Kekerasan dalam dunia pendidikan, khususnya perguruan tinggi, adalah sebuah ironi bagi institusi yang merupakan ruang penyemaian generasi terdidik-terpelajar, laboratorium kebangsaan. Ia menjadi pertanda degradasi dan bergersernya sejumlah pemilik gelar kehormatan terdidik dan terpelajar, dari cita luhur pendidikan untuk humanisasi, menuju dehumanisasi, kekerasan!

Kekerasan di dunia kampus hadir dalam dua bentuk, pertama kekerasan yang terjadi pada mahasiswa oleh sesama mahasiswa, seperti dua kasus fatal di atas, kedua, kekerasan yang dilakukan oleh aparatus kampus pada mahasiswa.  Semisal tindakan represif yang dilakukan oleh satuan pengamanan kampus kepada mahasiswa Universitas Hasanuddin (UNHAS) yang melakukan demonstrasi beberapa waktu lalu, itu adalah salah satu contoh mata rantai kekerasan yang kerap dipraktikkan secara sadar di kampus, memprihatinkannya karena para pemangku kebijakan kampus kerap kali alpa dan seolah tidak tahu apa-apa, barangkali baginya ini persoalan remeh-temeh dan akan berlalu begitu saja. Kasus kekerasan serupa tidak hanya terjadi di UNHAS, ia telah menjadi wajah yang mencerminkan relasi konfrontatif antara mahasiswa dengan aparat keamanan di kampus-kampus.

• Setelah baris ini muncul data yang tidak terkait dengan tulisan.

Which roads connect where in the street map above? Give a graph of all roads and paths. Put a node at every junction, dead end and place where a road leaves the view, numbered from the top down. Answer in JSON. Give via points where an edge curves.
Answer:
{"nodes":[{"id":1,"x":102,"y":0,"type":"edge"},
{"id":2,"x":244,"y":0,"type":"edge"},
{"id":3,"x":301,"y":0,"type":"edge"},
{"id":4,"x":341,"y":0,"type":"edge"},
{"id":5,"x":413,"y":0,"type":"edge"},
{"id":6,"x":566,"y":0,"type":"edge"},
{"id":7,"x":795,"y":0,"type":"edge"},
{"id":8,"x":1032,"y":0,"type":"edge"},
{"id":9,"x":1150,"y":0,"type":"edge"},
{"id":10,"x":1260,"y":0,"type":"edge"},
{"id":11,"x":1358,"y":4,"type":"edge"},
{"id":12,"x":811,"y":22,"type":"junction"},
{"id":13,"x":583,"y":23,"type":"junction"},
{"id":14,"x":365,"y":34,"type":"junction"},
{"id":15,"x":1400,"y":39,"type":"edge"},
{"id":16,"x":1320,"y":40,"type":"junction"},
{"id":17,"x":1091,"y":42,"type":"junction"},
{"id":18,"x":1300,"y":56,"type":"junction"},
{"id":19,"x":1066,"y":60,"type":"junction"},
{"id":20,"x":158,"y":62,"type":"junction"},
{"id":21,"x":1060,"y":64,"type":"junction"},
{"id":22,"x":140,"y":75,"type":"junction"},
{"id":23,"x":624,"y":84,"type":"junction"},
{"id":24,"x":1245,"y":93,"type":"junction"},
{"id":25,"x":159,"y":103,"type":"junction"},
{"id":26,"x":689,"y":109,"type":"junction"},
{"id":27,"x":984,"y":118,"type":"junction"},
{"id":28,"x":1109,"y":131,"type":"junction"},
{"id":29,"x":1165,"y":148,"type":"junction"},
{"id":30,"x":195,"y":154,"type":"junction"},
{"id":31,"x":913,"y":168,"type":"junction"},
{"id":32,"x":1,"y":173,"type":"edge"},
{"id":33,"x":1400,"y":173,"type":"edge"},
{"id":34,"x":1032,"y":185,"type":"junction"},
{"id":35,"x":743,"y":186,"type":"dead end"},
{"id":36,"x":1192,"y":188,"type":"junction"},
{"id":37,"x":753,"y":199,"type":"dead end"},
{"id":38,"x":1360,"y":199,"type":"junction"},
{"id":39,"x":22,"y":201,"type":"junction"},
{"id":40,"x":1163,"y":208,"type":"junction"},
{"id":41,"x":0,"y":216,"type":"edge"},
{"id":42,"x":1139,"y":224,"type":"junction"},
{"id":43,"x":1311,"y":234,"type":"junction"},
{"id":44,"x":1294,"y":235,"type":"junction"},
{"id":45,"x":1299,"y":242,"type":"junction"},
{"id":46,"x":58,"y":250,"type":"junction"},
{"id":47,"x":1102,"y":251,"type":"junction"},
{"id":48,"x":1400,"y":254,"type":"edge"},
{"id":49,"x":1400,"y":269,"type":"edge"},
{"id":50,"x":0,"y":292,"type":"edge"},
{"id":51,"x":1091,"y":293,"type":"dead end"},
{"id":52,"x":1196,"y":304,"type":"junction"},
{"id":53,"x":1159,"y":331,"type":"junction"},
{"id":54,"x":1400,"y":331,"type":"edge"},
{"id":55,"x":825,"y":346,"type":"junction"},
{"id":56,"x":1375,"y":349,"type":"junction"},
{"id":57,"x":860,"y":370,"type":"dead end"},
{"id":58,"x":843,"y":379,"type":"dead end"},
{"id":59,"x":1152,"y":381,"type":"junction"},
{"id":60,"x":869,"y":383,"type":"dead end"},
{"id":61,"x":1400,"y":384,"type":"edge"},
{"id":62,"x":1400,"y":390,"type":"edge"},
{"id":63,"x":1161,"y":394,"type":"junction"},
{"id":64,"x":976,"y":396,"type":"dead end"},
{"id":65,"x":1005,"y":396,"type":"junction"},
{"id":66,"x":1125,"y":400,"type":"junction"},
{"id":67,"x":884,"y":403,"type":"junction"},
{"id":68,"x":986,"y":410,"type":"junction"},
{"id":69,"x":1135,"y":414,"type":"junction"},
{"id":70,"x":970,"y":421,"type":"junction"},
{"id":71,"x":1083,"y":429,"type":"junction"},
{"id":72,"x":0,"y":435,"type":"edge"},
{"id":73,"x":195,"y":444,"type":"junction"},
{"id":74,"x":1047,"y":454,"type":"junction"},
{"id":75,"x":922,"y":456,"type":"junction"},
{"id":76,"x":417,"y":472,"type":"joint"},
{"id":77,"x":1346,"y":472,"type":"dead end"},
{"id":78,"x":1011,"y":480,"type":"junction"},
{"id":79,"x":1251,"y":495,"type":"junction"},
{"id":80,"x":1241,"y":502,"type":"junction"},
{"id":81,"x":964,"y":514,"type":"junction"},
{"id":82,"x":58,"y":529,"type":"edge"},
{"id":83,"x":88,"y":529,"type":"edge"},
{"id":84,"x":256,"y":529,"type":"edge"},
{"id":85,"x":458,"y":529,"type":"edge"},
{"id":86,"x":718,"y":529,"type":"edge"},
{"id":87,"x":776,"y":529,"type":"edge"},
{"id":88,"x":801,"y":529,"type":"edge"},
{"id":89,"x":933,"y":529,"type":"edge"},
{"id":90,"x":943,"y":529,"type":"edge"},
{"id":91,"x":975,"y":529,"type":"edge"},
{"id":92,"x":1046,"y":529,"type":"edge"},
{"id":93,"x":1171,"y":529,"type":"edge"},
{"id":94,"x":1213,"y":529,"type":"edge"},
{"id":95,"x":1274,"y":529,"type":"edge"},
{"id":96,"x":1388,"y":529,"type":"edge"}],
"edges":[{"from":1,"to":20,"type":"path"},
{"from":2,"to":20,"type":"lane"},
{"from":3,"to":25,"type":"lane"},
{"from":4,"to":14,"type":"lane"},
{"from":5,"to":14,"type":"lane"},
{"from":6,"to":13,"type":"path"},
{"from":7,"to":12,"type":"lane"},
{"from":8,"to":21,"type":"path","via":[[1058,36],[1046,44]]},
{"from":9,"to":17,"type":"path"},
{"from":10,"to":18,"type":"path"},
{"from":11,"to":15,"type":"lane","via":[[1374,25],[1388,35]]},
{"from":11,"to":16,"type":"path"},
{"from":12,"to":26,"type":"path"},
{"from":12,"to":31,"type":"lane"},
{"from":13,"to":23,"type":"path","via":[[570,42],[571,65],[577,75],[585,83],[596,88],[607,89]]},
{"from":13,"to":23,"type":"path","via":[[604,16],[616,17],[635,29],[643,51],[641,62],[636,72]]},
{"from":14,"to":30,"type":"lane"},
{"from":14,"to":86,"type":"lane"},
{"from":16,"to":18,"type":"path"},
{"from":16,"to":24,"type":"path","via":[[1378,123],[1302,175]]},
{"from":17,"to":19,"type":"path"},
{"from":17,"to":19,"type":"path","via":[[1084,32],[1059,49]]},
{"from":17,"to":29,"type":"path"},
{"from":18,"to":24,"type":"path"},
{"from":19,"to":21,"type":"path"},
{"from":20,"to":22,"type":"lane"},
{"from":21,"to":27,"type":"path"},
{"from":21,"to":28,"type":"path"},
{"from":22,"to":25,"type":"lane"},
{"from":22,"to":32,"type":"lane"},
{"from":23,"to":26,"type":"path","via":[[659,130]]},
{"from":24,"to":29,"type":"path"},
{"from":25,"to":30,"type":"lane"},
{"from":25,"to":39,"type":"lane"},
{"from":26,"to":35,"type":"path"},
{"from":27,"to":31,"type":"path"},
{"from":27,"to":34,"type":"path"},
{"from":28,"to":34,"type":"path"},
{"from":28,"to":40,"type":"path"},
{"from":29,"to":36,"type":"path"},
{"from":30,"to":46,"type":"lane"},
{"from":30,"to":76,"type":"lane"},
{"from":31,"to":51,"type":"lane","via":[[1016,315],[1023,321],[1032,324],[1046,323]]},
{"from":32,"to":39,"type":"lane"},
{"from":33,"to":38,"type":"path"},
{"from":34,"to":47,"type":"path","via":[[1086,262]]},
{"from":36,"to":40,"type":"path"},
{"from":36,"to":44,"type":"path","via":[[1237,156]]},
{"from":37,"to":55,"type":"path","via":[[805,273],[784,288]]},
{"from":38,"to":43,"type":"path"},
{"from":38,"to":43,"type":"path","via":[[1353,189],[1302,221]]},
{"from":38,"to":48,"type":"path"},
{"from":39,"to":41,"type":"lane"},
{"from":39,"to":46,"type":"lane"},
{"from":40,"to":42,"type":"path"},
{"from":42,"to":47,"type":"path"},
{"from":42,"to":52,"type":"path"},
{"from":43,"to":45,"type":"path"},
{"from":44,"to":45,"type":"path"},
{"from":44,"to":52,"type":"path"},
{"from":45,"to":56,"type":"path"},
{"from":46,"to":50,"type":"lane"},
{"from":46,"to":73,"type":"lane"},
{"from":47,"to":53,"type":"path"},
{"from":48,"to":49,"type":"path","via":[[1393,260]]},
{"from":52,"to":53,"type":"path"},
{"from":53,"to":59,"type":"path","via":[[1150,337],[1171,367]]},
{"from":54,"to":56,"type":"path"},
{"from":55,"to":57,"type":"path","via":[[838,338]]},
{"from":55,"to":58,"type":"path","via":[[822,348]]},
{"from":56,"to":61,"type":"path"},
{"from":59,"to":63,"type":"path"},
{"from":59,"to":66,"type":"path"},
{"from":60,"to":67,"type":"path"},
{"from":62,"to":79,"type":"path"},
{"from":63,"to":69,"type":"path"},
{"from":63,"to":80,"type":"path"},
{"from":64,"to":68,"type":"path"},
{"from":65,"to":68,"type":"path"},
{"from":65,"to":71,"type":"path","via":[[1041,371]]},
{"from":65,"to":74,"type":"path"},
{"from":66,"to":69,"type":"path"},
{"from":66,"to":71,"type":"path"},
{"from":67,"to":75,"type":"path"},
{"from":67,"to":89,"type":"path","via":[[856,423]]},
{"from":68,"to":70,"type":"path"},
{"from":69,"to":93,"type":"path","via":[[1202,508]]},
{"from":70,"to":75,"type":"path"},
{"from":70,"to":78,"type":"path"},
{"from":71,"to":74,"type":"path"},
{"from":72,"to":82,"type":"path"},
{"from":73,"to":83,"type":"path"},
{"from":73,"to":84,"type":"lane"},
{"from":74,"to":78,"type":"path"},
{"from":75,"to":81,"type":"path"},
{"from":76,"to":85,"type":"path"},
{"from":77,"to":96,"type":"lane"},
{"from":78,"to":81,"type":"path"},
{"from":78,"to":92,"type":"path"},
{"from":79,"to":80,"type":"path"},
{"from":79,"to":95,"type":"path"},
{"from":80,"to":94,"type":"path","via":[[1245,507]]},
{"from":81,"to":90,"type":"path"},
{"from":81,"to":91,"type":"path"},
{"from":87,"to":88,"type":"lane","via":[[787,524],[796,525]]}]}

Kekerasan umumnya dilakukan oleh pihak yang memiliki kuasa, ia dibutuhkan untuk memapankan struktur kuasa si tuan, kekerasan fisik maupun psikis dipilih sebagi cara mengamputasi mereka yang protes, karena padanya terdapat kelemahan mendasar, yaitu ketidakjujuran dan rasa takut mendalam pada kebenaran.

Kekerasan adalah simbol kekuasaan yang pongah, ia menundukkan pihak lain dengan tangan besi, dengan merepresi hingga mengeksklusi. Kampus yang di era lalu menjadi penyokong terbesar demokratisasi melalui gerakan mahasiswa, kini justru terjebak dalam hasrat kontra kritisisme yang merupakan salah satu pilar demokrasi, dan justru giat mengejar status quo karena imajinasi world class university.

Kekerasan yang nampak direstui oleh pemangku kebijakan kampus, menunjukkan betapa nilai-nilai berdemokrasi di kampus, seolah-olah hanya hadir, jika mahasiswa patuh dan taat terhadap kebijakan yang dikeluarkan oleh pemegang wewenang, mereka yang punya kuasa. Pada kenyataan ini, demokrasi tengah dipasung di tempat di mana ia sendiri dibicarkan, didiskusikan, diperdebatkan dan diperjuangkan.

Apapun alasannya, kekerasan adalah sesuatu yang tidak boleh dipraktikkan di dunia pendidikan, kekerasan ibarat kutukan yang akan terus bereproduksi, jika tidak ada yang berani memutus mata rantainya. Pemaafan terhadap pelaku kekerasan mungkin adalah satu cara paling arif yang dapat dilakukan apabila tindak kekerasan telah terjadi, namun tentu kita semua mafhum, bahwa perkara maaf-memafkan dalam konteks kekerasan bukanlah hal yang mudah. Sehingga harus ada upaya sungguh-sungguh dari berbagai pihak, khususnya pemangku wewenang untuk melakukan langkah-langkah preventif. Membangun kultur akademik yang terbuka, dialogis, dialektis dan tidak anti ktitik adalah langkah-langkah yang harus diupayakan sungguh-sungguh. Hal itu tentu harus selalu dimulai dari atas dan digerakkan secara bersama oleh segenap civitas kampus.

Nilai

Penulis terenyuh, ketika membaca pernyataan rektor UII sebagaimana yang dilansir kompas.com (27/1) “Saya mengundurkan diri dari Rektor UII. Ini sebagai pertanggungjawaban moral. Tanggung jawab penuh di rektor sebagai pimpinan, bukan wakil rektor, pembantu rektor, atau mahasiswa”. Membaca ini, penulis seolah melihat satu cahaya kecil dibalik gelapnya selubung kasus kekerasan yang terjadi.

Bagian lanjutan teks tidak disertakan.